Operative process of the robotic radical total gastrectomy with D2 lymph node dissection: Da Vinci S system was used in the operation. After general anesthesia, the patient was in a knee flexion and abduction position. One trocar was inserted 2 cm below the umbilicus for the major camera; one trocar was placed in the left anterior axillary line 2 cm below the costal margin for the 1st robotic arm; one trocar was placed in the right anterior axillary line 2 cm below the costal margin for the 3rd robotic arm; one trocar was placed in the left midclavicular line 2 cm below the umbilicus as the major operation port; one trocar was placed in the right midclavicular line 2 cm above the umbilicus for the 2nd robotic arm. The basic operation process was similar with the laparoscopic radical total gastrectomy.

The lymph nodes of NO.2, NO.4sa, NO.10 and NO.11d were not dissected in robotic radical distal subtotal gastrectomy and laparoscopic radical distal subtotal gastrectomy. Finally, robotic radical total gastrectomy and laparoscopic radical total gastrectomy were performed with Roux-en-Y digestive tract reconstruction while robotic radical distal subtotal gastrectomy and laparoscopic radical distal subtotal gastrectomy were performed with Billroth II or Roux-en-Y digestive tract reconstruction. 5-fluorouracil-based chemotherapy was used routinely after operation.(fig1.2.3.4)

1.3 Statistical analysis

Statistical analysis was conducted using SPSS Statistics Version 19.0. The measurement data in normal distribution were expressed as x¯土s. The t test was used for inter-group comparison, and the X² test or Fisher’s exact test was used for counting data comparison. The non-parametric test was used for ordinal data. P value < 0.05 was considered statistically significant.

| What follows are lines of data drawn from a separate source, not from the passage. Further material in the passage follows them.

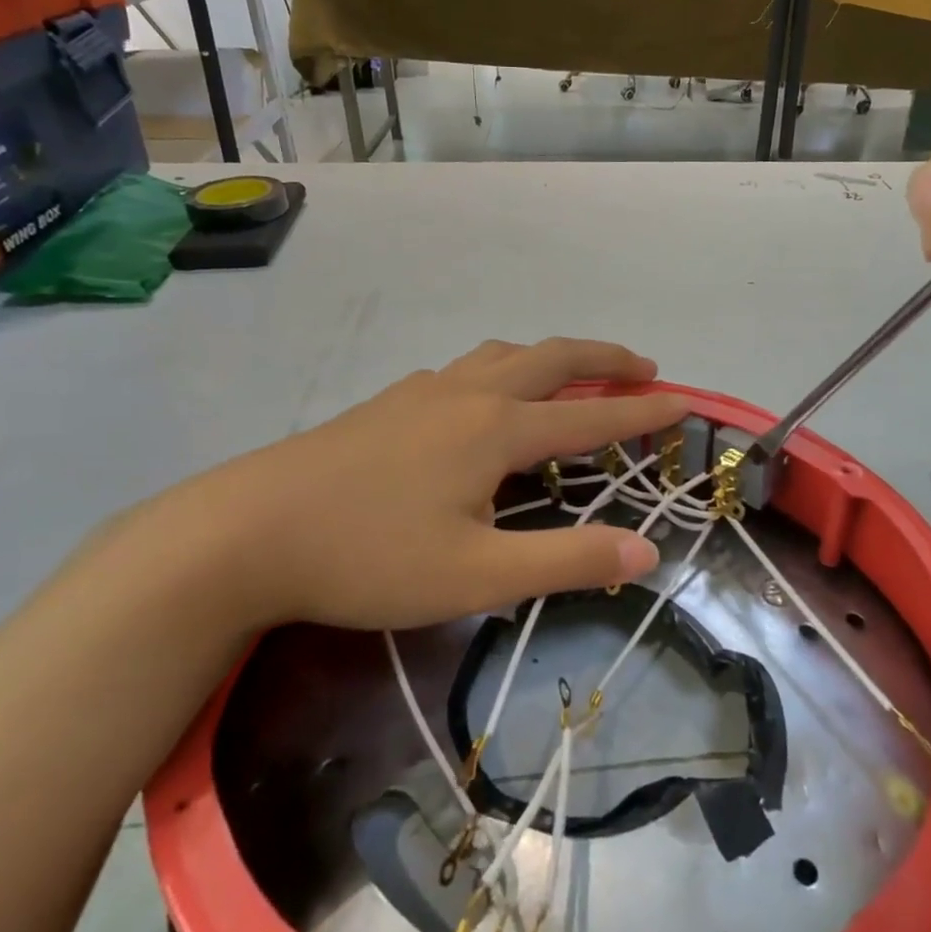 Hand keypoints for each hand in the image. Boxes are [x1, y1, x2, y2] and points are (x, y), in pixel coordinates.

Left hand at [144, 338, 689, 631]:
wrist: (246, 532)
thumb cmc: (369, 556)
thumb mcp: (477, 575)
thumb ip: (565, 561)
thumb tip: (647, 551)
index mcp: (497, 429)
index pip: (590, 416)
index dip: (643, 412)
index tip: (684, 402)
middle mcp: (467, 395)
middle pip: (551, 359)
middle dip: (604, 360)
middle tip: (643, 367)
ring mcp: (421, 392)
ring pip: (501, 356)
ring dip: (548, 359)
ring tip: (569, 378)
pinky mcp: (387, 404)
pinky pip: (461, 371)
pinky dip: (497, 373)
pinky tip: (480, 402) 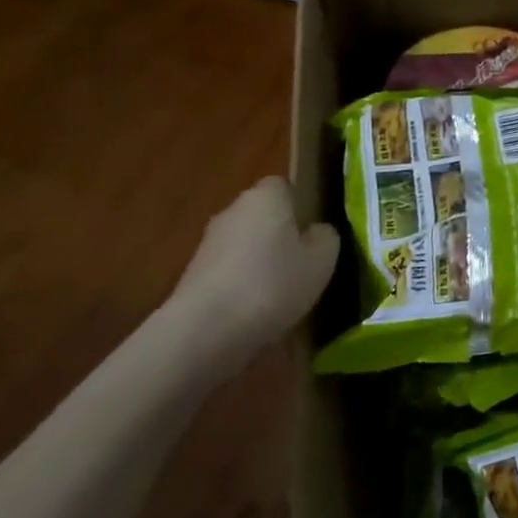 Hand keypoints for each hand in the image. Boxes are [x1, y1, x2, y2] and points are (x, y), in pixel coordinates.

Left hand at [174, 178, 339, 359]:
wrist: (205, 330)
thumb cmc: (273, 283)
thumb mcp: (323, 259)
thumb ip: (325, 237)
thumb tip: (316, 231)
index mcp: (266, 196)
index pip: (286, 186)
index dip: (302, 206)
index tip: (316, 233)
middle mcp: (233, 210)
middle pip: (264, 215)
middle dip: (281, 235)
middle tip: (305, 264)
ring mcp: (208, 243)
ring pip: (246, 244)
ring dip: (261, 262)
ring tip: (283, 294)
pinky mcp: (192, 275)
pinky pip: (230, 271)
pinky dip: (243, 285)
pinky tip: (256, 311) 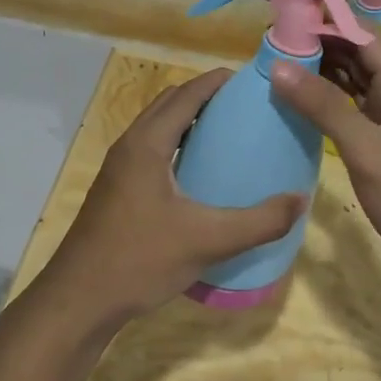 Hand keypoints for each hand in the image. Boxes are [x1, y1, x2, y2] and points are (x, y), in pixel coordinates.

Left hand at [35, 69, 305, 330]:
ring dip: (188, 120)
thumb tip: (301, 200)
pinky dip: (177, 144)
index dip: (217, 82)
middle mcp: (129, 145)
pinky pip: (151, 149)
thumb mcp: (208, 241)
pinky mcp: (116, 189)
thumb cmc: (140, 260)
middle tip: (245, 107)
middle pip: (169, 103)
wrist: (79, 300)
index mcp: (147, 143)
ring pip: (157, 127)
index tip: (251, 80)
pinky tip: (200, 174)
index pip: (186, 94)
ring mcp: (118, 168)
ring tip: (228, 134)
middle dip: (205, 96)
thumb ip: (259, 221)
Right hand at [270, 37, 380, 292]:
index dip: (326, 21)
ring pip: (353, 81)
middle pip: (356, 54)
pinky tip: (299, 103)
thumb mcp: (365, 147)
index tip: (283, 19)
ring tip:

2.1 General characteristics of the enrolled patients

All 210 patients were successfully operated on, including 134 males and 76 females, with an average age of 58.1 years (21-79 years) and an average body mass index(BMI)of 22.4 kg/m². There were no significant differences in gender, age, BMI and ASA scores between the two groups (P>0.05). (Table 1)

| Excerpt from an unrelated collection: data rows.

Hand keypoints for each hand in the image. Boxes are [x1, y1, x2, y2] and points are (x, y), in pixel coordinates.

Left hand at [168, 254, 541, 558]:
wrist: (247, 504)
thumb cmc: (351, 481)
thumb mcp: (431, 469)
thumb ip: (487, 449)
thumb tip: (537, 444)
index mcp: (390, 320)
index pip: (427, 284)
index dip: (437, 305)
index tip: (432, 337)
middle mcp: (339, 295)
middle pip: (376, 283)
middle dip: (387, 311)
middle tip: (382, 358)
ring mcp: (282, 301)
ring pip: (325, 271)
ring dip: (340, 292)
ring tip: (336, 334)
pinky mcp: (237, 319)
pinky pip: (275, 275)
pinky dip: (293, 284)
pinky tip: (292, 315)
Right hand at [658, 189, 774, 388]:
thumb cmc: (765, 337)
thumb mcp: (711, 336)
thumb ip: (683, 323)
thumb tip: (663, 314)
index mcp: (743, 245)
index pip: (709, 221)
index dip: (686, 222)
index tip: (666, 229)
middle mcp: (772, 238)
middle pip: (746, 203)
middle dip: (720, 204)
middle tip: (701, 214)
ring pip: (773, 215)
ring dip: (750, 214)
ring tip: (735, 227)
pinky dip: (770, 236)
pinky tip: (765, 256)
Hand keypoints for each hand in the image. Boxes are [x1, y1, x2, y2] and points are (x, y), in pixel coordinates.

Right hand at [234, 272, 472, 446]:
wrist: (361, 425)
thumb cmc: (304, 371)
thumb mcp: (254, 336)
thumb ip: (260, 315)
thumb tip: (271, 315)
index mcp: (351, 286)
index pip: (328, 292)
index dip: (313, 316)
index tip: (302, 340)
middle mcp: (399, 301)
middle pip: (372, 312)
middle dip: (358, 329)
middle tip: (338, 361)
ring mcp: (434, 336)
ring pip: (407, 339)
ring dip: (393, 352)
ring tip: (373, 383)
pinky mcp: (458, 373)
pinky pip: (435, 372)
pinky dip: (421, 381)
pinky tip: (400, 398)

Table 1 General characteristics of the patients enrolled
	Laparoscopic (n=115)	Robotic (n=95)	P value
Gender (M:F)	71:44	63:32	0.492
Age	58.5±22.5	57.6±21.4	0.581
Body mass index (kg/m²)	22.4±3.4	22.4±2.9	0.937
ASA score			0.851
Ⅰ	28	24
Ⅱ	67	52
Ⅲ	20	19

2.2 Surgical outcomes and short-term postoperative courses

Pathological examination showed that R0 resection was achieved in all patients. There was no statistical significance in the surgical approach, reconstruction approach, operation time (time to dismantle and install the robot was not included), time to remove abdominal drainage tube, postoperative hospital stay, and PTNM staging (P>0.05). In cases of total radical gastrectomy, the robotic group was associated with lower intraoperative blood loss compared with the laparoscopic group (108.17±92.33 VS 142.00±80.23) mL (P=0.045). (Table 2)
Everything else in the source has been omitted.